Load Data Lake files into Azure Synapse Analytics Using Azure Data Factory


By:   |   Updated: 2020-03-09   |   Comments   |   Related: More > Azure

Problem

In my previous article, Azure Data Factory Pipeline to fully Load all SQL Server Objects to ADLS Gen2, I demonstrated how to create a dynamic, parameterized, and meta-data driven process to fully load data from a On-Premises SQL Servers to Azure Data Lake Storage Gen2. Next, I am interested in fully loading the parquet snappy compressed data files from ADLS gen2 into Azure Synapse DW. One of my previous articles discusses the COPY INTO statement syntax and how it can be used to load data into Synapse DW.

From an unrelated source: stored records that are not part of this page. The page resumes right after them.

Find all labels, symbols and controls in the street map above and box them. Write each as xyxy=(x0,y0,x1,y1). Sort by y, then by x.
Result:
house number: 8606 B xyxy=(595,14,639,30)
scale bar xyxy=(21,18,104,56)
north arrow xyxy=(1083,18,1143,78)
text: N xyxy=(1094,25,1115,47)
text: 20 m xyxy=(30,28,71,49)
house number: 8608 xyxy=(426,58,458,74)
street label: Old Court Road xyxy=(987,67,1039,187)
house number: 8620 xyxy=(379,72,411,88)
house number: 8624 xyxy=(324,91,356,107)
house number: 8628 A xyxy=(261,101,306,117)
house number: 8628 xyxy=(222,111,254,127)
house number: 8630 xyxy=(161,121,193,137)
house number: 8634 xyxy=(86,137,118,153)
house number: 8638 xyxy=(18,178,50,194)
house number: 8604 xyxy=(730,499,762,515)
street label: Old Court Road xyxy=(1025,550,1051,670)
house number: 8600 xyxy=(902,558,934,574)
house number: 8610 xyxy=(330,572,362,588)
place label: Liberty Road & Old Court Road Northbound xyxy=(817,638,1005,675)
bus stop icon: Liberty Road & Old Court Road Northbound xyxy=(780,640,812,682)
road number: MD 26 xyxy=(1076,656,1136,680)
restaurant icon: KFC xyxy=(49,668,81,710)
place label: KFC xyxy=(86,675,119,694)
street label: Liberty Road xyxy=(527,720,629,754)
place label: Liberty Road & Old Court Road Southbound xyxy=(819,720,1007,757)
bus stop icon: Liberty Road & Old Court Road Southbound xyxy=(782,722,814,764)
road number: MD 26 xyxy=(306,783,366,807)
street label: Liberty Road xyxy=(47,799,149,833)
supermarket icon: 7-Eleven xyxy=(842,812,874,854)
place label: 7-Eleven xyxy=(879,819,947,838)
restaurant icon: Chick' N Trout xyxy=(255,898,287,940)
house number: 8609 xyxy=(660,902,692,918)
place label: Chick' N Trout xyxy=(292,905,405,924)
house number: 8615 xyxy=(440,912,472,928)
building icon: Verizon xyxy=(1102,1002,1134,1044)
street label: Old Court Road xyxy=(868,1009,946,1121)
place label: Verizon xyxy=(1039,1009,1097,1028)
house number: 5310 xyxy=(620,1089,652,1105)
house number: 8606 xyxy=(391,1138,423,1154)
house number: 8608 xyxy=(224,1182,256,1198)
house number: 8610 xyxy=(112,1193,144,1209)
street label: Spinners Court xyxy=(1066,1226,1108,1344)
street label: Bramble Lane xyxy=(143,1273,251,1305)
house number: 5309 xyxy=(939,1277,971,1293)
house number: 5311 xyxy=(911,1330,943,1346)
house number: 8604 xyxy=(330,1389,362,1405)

What other options are available for loading data into Azure Synapse DW from Azure Data Lake Storage Gen2 using Azure Data Factory?

Solution

Azure Data Factory's Copy activity as a sink allows for three different copy methods for loading data into Azure Synapse Analytics. In this article, I will explore the three methods: Polybase, Copy Command(preview) and Bulk insert using a dynamic pipeline parameterized process that I have outlined in my previous article.

Pre-requisites

Read and implement the steps outlined in my three previous articles:

  1. Azure Data Factory Pipeline to fully Load all SQL Server Objects to ADLS Gen2
  2. Logging Azure Data Factory Pipeline Audit Data
  3. COPY INTO Azure Synapse Analytics from Azure Data Lake Store gen2

Create the Datasets

As a starting point, I will need to create a source dataset for my ADLS2 Snappy Parquet files and a sink dataset for Azure Synapse DW.

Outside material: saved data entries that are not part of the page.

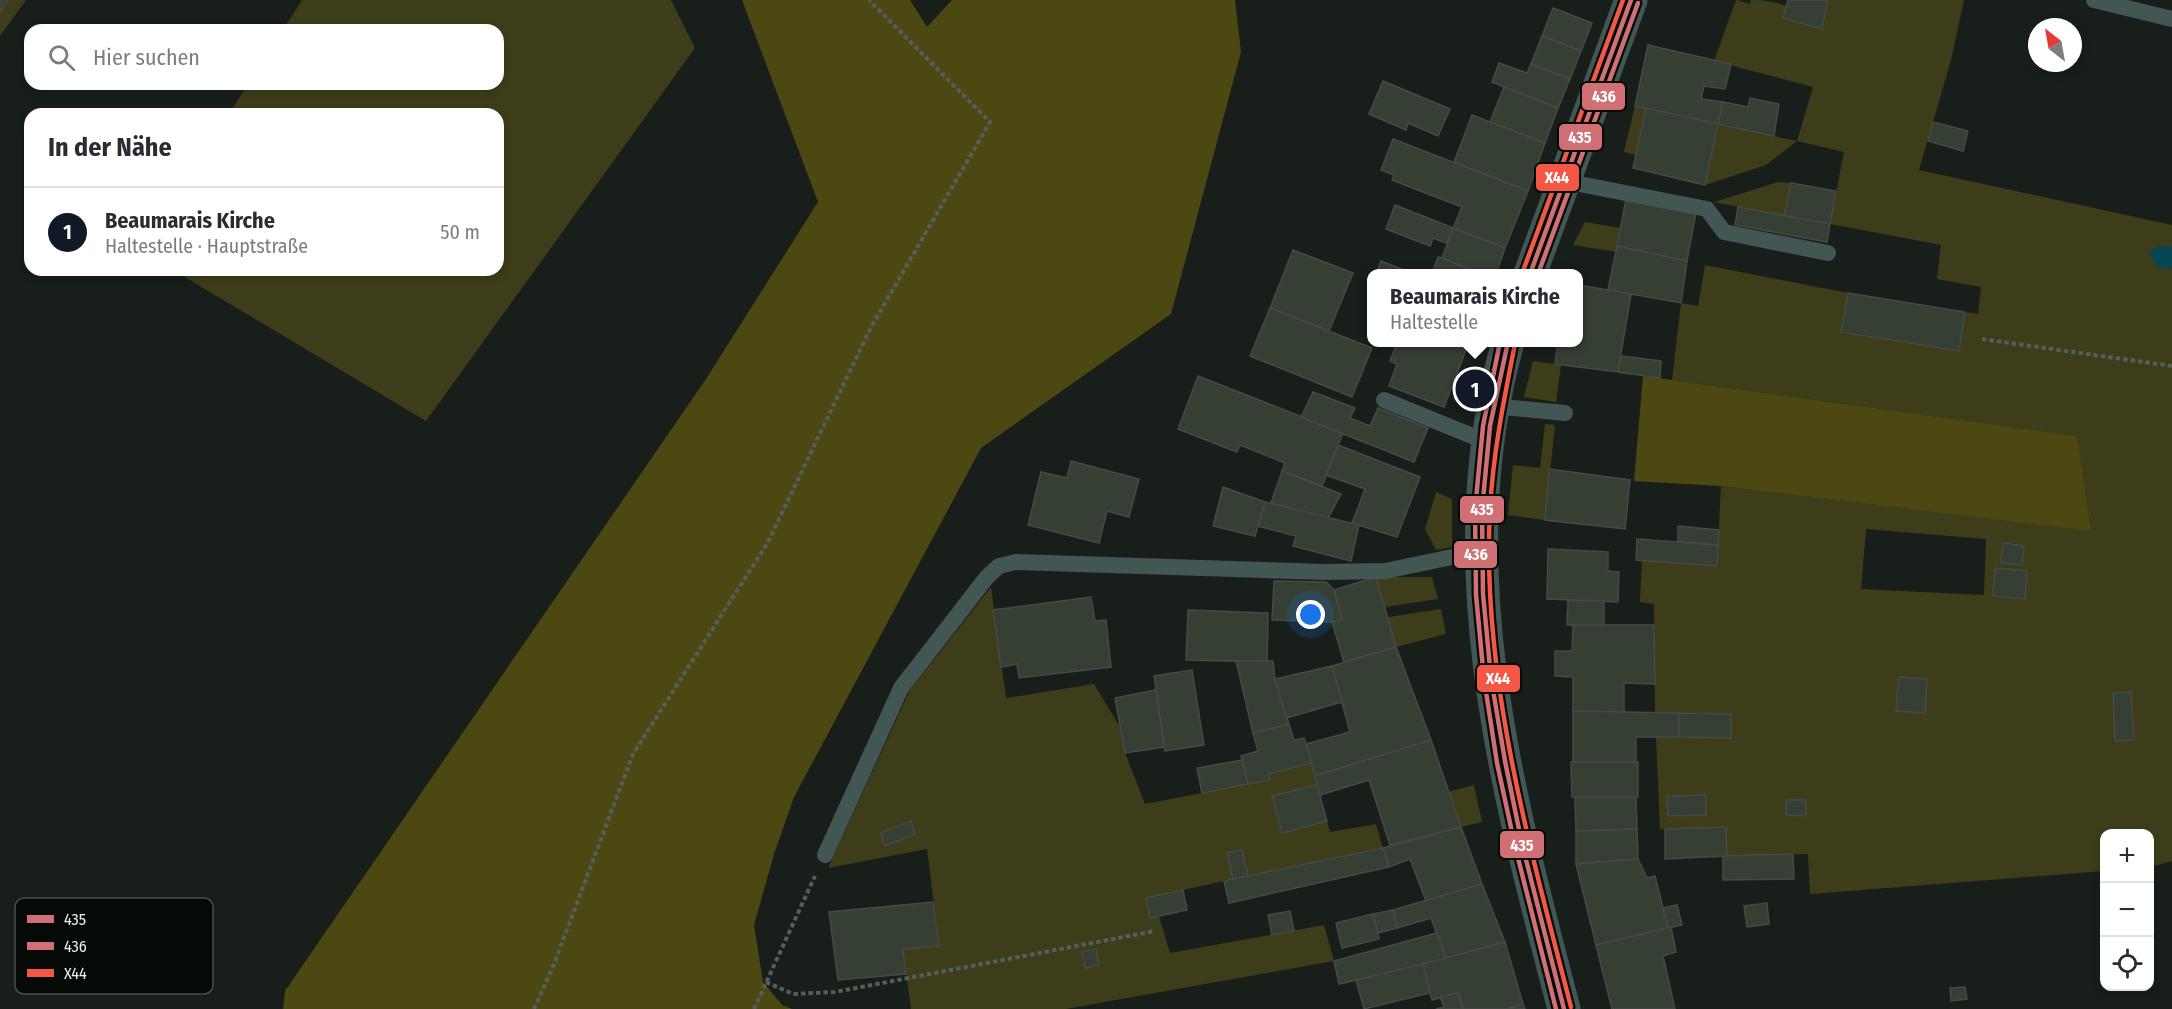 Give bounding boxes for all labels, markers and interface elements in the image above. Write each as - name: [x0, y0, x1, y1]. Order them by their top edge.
- north arrow: [2028, 18, 2082, 72]
- search box: [24, 24, 504, 90]
- icon: search: [45, 41, 78, 74]
- text: Hier suchen: [93, 44, 200, 71]
- line badge: 436: [1581, 82, 1626, 111]
- text: 436: [1592, 87, 1616, 106]
- line badge: 435: [1558, 123, 1603, 151]
- text: 435: [1568, 128, 1592, 147]
- text: In der Nähe: [48, 132, 172, 163]
- line badge: X44: [1535, 163, 1580, 192]
- text: X44: [1544, 168, 1569, 187]
- text: Beaumarais Kirche: [105, 207, 275, 234]
- text: 1: [63, 220, 72, 244]
- text: 50 m: [440, 220, 480, 244]
- text: Haltestelle · Hauptstraße: [105, 234, 308, 258]
- popup: [1367, 269, 1583, 347]
- text: Beaumarais Kirche: [1390, 283, 1560, 310]
- text: Haltestelle: [1390, 310, 1478, 334]
- pin: 1: [1456, 366, 1494, 412]
- line badge: 435: [1459, 495, 1505, 524]
- text: 435: [1470, 500, 1494, 519]
- line badge: 436: [1453, 540, 1498, 569]
- text: 436: [1464, 545, 1488, 564]
- your location: [1296, 600, 1325, 629]
- line badge: X44: [1476, 664, 1521, 693]
- text: X44: [1485, 669, 1510, 688]
- map controls: [2100, 829, 2154, 991]
- button: +: [2100, 829, 2154, 883]
- line badge: 435: [1499, 830, 1545, 859]
- text: 435: [1510, 836, 1534, 855]
- button: −: [2100, 883, 2154, 937]
- legend: [15, 898, 213, 994]
- text: 435: [64, 910, 86, 929]
- text: 436: [64, 937, 87, 956]
- button: locate: [2100, 937, 2154, 991]
- text: X44: [64, 964, 87, 983]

DS_ADLS2_PARQUET_SNAPPY_AZVM_SYNAPSE

I'll start by creating my source ADLS2 Dataset with parameterized paths. Note that I have pipeline_date in the source field. This column is driven by the pipeline_date field in the pipeline_parameter table that I created in my previous article Azure Data Factory Pipeline to fully Load all SQL Server Objects to ADLS Gen2 and then populated in my next article, Logging Azure Data Factory Pipeline Audit Data. Basically, this pipeline_date column contains the max folder date, which is valuable in this process since there may be multiple folders and we want to be able to load the latest modified folder.

DS_ADLS2_PARQUET_SNAPPY_AZVM_SYNAPSE1 Connection config

I'll also add the parameters that I'll need as follows:

DS_ADLS2_PARQUET_SNAPPY_AZVM_SYNAPSE2 parameter config

The linked service details are below. Azure Key Vault is being used to store the credential secrets. This will be relevant in the later sections when we begin to run the pipelines and notice any authentication errors.

DS_ADLS2_PARQUET_SNAPPY_AZVM_SYNAPSE3 Linked Service config

DS_ADLS2_PARQUET_SNAPPY_AZVM_MI_SYNAPSE

The difference with this dataset compared to the last one is that this linked service connection does not use Azure Key Vault. I'll use this to test and switch between the Key Vault connection and non-Key Vault connection when I notice errors later.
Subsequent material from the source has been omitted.